WHAT TO PRODUCE> Scan the data below for the string "улица". Copy every line where it appears.

PROVIDED RECORDS>

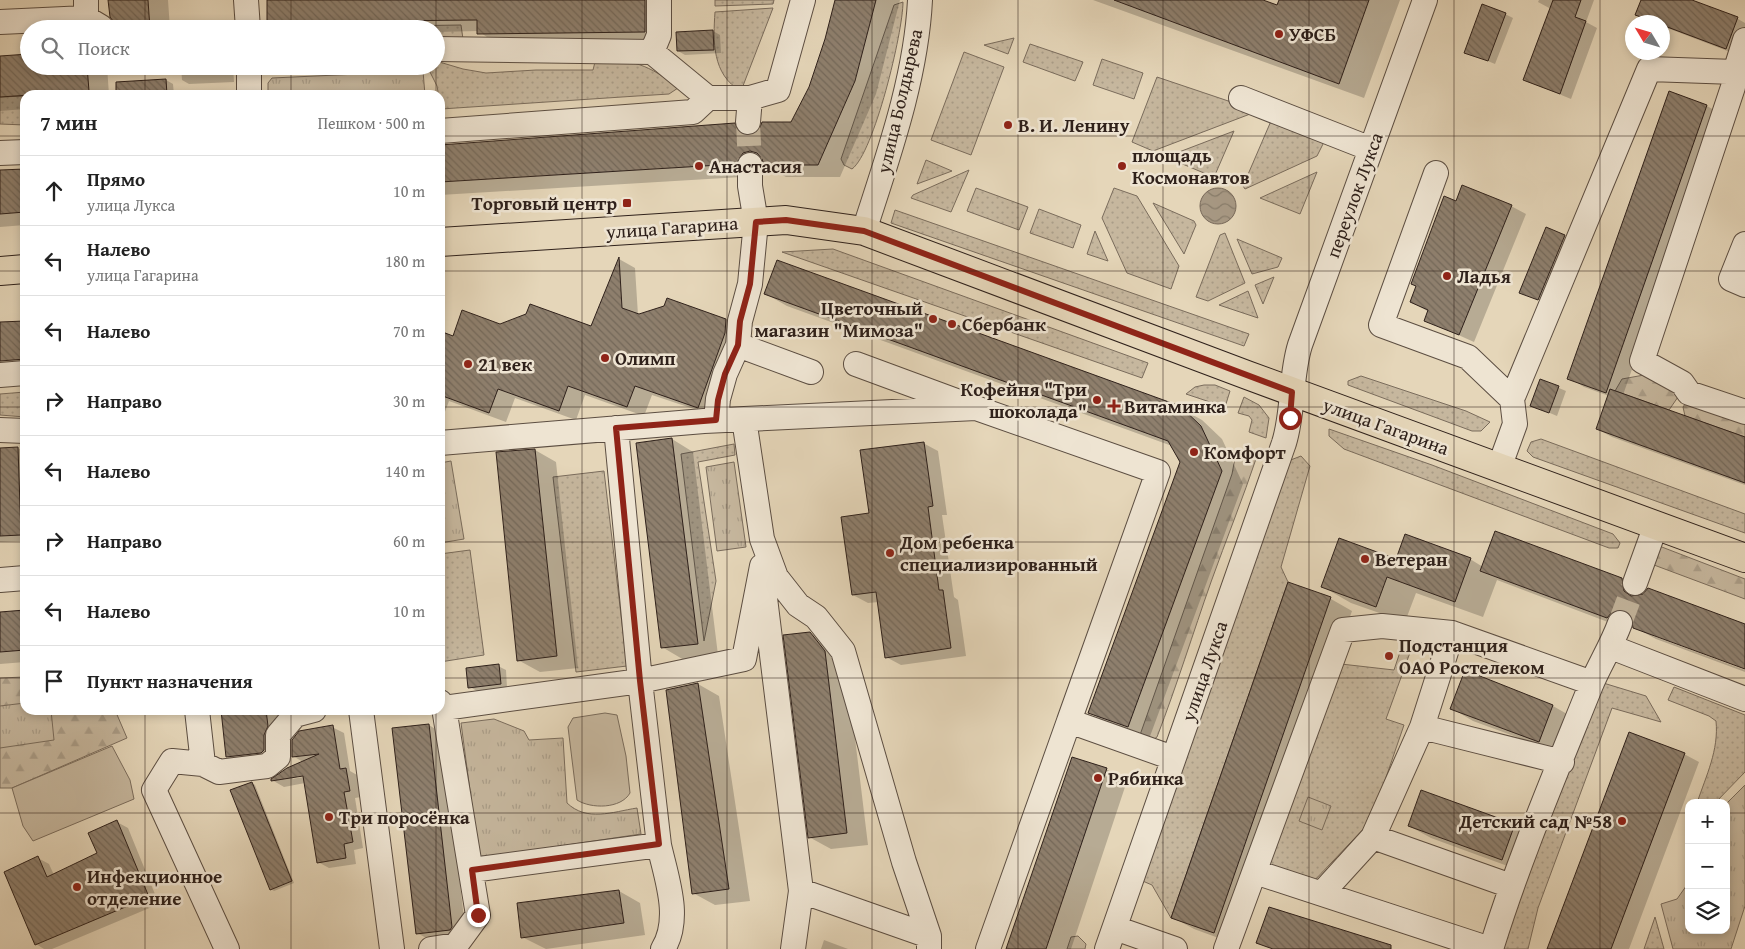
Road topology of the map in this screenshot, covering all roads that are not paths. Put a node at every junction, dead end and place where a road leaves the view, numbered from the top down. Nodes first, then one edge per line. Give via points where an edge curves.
1 (246, 0) edge
2 (659, 0) edge
3 (803, 0) edge
4 (920, 0) edge
5 (1425, 0) edge
6 (91, 15) edge
7 (20, 20) edge
8 (26, 20) edge
9 (247, 20) edge
10 (0, 22) edge
11 (1745, 40) edge
12 (445, 49) edge
13 (652, 52) junction
14 (249, 75) edge
15 (1738, 83) edge
16 (249, 90) edge
17 (708, 98) junction
18 (750, 98) junction
19 (1241, 98) dead end
20 (748, 122) tunnel mouth
21 (445, 131) edge
22 (1371, 149) junction
23 (20, 152) edge
24 (0, 153) edge
25 (750, 165) tunnel mouth
26 (1436, 173) dead end
27 (756, 222) junction
28 (864, 231) junction
29 (445, 242) edge
30 (1745, 244) edge
31 (20, 269) edge
32 (0, 271) edge
33 (1745, 285) edge
34 (738, 345) junction
35 (856, 364) dead end
36 (811, 372) dead end
37 (20, 374) edge
38 (0, 375) edge
39 (1292, 392) junction
40 (1512, 399) junction
41 (976, 408) junction
42 (1745, 412) edge
43 (744, 419) junction
44 (716, 420) junction
45 (616, 428) junction
46 (0, 430) edge
47 (20, 431) edge
48 (445, 442) edge
49 (1499, 468) junction
50 (1656, 525) junction
51 (762, 538) junction
52 (1745, 558) edge
53 (762, 566) junction
54 (20, 578) edge
55 (0, 580) edge
56 (1635, 583) tunnel mouth
57 (1620, 623) tunnel mouth
58 (1452, 633) junction
59 (1612, 647) junction
60 (640, 681) junction
61 (1592, 682) junction
62 (1745, 699) edge
63 (445, 705) edge
64 (198, 715) edge
65 (296, 715) edge
66 (362, 715) edge
67 (444, 715) edge
68 (1069, 721) junction
69 (1422, 727) junction
70 (1173, 758) junction
71 (1562, 762) junction
72 (203, 764) junction
73 (1373, 837) junction
74 (659, 844) junction
75 (472, 870) junction
76 (1254, 872) junction
77 (1511, 886) junction
78 (802, 891) junction
79 (1322, 893) junction
80 (1111, 938) edge
81 (929, 942) edge
82 (458, 947) edge
83 (227, 949) edge
84 (392, 949) edge
85 (431, 949) edge
86 (663, 949) edge
87 (793, 949) edge
88 (988, 949) edge
89 (1175, 949) edge
90 (1226, 949) edge
91 (1491, 949) edge

1 - 9 street
2 - 13 street via 659,35
3 - 18 street via 778,90
4 - 28 street, улица Болдырева via 915,46 892,150
5 - 22 street, переулок Лукса
6 - 8 street
7 - 10 street
11 - 15 street
12 - 13 street
13 - 17 street
14 - 16 street
15 - 40 street via 1649,69
15 - 42 street via 1642,361 1682,383 1689,394
17 - 18 street
17 - 21 street via 693,112
18 - 20 street
19 - 22 street
22 - 39 street, переулок Лукса via 1300,345
23 - 24 street
25 - 27 street
26 - 40 street via 1381,325 1468,357
27 - 28 main road, улица Гагарина via 786,220
27 - 29 main road, улица Гагарина
27 - 34 street via 750,284 740,321
28 - 39 main road, улица Гагарина
30 - 33 street via 1731,279
31 - 32 main road
34 - 36 street
34 - 44 street via 725,374
35 - 41 street
37 - 38 street
39 - 49 main road, улица Гагарина
39 - 70 street, улица Лукса via 1288,431
40 - 49 street via 1516,424
41 - 43 street
41 - 68 street via 1158,472
43 - 44 street
43 - 51 street
44 - 45 street
45 - 48 street
45 - 60 street
46 - 47 street
49 - 50 main road, улица Гагарина
50 - 52 main road, улица Гагарина
50 - 56 street
51 - 53 street
51 - 81 street via 776,577 798,605 816,617 843,651
53 - 60 street via 744,659
53 - 78 street
54 - 55 street
57 - 59 street
58 - 61 street
58 - 69 street
58 - 76 street via 1382,626 1343,630
59 - 61 street
59 - 62 street
60 - 63 street
60 - 74 street
61 - 71 street
64 - 72 street
65 - 72 street via 278,736 278,757 267,766 219,772
66 - 84 street
67 - 75 street
68 - 70 street
68 - 88 street
69 - 71 street
69 - 73 street
70 - 80 street, улица Лукса
71 - 77 street
72 - 83 street via 172,761 154,790
73 - 77 street
73 - 79 street
74 - 75 street
74 - 86 street via 672,909 668,941
75 - 82 street via 478,915
76 - 79 street
76 - 90 street
77 - 91 street
78 - 81 street
78 - 87 street
79 - 91 street
80 - 89 street
82 - 85 street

SOLUTION FOR THIS EXERCISE>
4 - 28 street, улица Болдырева via 915,46 892,150
27 - 28 main road, улица Гагарина via 786,220
27 - 29 main road, улица Гагарина
28 - 39 main road, улица Гагарина
39 - 49 main road, улица Гагарина
39 - 70 street, улица Лукса via 1288,431
49 - 50 main road, улица Гагарина
50 - 52 main road, улица Гагарина
70 - 80 street, улица Лукса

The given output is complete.